Record excerpts:
::::::

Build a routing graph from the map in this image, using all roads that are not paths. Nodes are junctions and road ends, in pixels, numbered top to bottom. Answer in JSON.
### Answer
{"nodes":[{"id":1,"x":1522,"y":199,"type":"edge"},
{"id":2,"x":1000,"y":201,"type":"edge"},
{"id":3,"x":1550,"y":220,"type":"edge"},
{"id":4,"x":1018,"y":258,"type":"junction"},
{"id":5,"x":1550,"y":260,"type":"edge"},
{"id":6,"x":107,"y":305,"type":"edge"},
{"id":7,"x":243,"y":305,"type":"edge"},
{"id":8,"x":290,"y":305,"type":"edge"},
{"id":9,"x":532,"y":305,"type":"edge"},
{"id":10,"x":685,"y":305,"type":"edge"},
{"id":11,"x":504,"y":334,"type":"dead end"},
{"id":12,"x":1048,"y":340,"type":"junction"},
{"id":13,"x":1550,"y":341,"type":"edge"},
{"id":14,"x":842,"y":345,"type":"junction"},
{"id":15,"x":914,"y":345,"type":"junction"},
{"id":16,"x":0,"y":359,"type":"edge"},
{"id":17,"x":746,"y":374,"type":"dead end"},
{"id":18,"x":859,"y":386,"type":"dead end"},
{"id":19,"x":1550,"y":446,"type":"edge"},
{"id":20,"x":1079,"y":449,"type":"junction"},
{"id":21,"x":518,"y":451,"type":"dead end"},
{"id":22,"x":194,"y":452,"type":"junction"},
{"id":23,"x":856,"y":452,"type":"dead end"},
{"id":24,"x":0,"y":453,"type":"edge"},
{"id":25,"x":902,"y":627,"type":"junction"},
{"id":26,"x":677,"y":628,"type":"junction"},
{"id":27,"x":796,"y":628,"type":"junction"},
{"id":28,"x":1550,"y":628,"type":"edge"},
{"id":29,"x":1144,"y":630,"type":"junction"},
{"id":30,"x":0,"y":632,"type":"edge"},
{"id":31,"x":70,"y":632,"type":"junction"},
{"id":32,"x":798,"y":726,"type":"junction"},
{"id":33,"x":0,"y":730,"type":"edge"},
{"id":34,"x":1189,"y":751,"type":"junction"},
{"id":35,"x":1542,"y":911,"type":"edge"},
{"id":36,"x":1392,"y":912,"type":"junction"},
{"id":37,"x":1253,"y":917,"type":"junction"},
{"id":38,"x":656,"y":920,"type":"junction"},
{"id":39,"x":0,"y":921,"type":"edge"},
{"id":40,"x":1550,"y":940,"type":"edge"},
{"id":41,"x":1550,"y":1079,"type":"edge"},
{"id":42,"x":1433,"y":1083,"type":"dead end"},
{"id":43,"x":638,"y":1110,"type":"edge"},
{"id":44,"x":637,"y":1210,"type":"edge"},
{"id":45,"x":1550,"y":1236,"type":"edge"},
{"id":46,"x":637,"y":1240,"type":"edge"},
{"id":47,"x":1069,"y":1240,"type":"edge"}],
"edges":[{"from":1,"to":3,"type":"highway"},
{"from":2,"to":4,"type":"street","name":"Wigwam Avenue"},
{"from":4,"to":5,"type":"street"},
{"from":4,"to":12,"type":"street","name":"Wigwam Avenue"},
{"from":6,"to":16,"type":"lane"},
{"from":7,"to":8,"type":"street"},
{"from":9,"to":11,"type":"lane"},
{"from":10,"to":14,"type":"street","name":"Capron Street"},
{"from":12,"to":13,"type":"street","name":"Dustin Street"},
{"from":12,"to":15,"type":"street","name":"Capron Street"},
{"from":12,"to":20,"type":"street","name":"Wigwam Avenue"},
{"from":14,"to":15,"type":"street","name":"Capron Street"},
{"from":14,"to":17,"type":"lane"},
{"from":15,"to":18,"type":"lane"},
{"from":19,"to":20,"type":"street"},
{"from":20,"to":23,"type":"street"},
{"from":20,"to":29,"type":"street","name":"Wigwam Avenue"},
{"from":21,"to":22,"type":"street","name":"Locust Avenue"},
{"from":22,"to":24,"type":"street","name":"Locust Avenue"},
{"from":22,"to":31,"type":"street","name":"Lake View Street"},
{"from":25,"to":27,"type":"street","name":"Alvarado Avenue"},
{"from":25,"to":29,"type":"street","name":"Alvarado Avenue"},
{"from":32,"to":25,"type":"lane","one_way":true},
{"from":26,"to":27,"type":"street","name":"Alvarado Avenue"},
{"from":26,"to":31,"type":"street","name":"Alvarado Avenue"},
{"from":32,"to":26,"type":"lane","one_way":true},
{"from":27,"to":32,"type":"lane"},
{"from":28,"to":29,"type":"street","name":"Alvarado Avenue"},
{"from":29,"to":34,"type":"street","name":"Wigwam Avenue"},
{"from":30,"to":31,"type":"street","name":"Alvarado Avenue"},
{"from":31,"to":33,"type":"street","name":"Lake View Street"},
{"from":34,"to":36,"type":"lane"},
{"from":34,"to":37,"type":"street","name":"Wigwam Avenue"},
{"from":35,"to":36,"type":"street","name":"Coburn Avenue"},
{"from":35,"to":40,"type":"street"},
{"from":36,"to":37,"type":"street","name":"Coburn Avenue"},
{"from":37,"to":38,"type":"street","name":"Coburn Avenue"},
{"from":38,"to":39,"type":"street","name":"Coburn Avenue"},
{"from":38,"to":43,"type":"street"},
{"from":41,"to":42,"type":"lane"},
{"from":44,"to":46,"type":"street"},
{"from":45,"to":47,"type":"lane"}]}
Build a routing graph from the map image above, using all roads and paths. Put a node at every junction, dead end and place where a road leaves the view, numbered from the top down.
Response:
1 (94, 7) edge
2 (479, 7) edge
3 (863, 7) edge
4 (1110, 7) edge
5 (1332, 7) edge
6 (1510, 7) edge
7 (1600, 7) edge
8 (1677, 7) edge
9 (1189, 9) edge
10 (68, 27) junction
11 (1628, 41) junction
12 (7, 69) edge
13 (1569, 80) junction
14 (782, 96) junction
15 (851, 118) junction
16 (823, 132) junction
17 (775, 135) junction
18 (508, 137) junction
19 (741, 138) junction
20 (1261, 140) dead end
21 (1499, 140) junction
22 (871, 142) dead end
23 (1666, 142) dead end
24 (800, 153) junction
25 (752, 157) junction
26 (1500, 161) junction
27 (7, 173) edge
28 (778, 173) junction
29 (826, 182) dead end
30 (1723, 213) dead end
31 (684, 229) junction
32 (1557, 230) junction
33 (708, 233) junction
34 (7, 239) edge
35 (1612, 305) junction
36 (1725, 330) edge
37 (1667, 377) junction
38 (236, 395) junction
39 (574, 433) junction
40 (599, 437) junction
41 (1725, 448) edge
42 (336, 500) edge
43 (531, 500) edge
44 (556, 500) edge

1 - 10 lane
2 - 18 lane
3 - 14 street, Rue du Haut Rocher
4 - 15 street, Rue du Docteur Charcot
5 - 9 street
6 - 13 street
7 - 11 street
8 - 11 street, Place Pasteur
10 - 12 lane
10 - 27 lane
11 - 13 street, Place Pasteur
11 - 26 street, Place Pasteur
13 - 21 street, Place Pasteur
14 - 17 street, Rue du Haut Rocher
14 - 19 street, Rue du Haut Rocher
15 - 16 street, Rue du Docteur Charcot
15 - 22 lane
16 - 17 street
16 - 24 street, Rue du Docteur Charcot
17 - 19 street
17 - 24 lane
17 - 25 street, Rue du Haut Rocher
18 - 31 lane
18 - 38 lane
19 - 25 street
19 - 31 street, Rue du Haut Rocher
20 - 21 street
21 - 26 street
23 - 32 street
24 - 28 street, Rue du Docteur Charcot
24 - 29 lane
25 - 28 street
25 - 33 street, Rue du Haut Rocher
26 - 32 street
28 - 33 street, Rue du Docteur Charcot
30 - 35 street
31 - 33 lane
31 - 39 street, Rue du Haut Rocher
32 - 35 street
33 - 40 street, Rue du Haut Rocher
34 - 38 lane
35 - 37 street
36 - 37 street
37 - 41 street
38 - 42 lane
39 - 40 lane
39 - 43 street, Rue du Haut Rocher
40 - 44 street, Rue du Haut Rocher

::::::

Problem: Figure out how many lines of the data hold "true", and answer with the number only.

Task solution: 2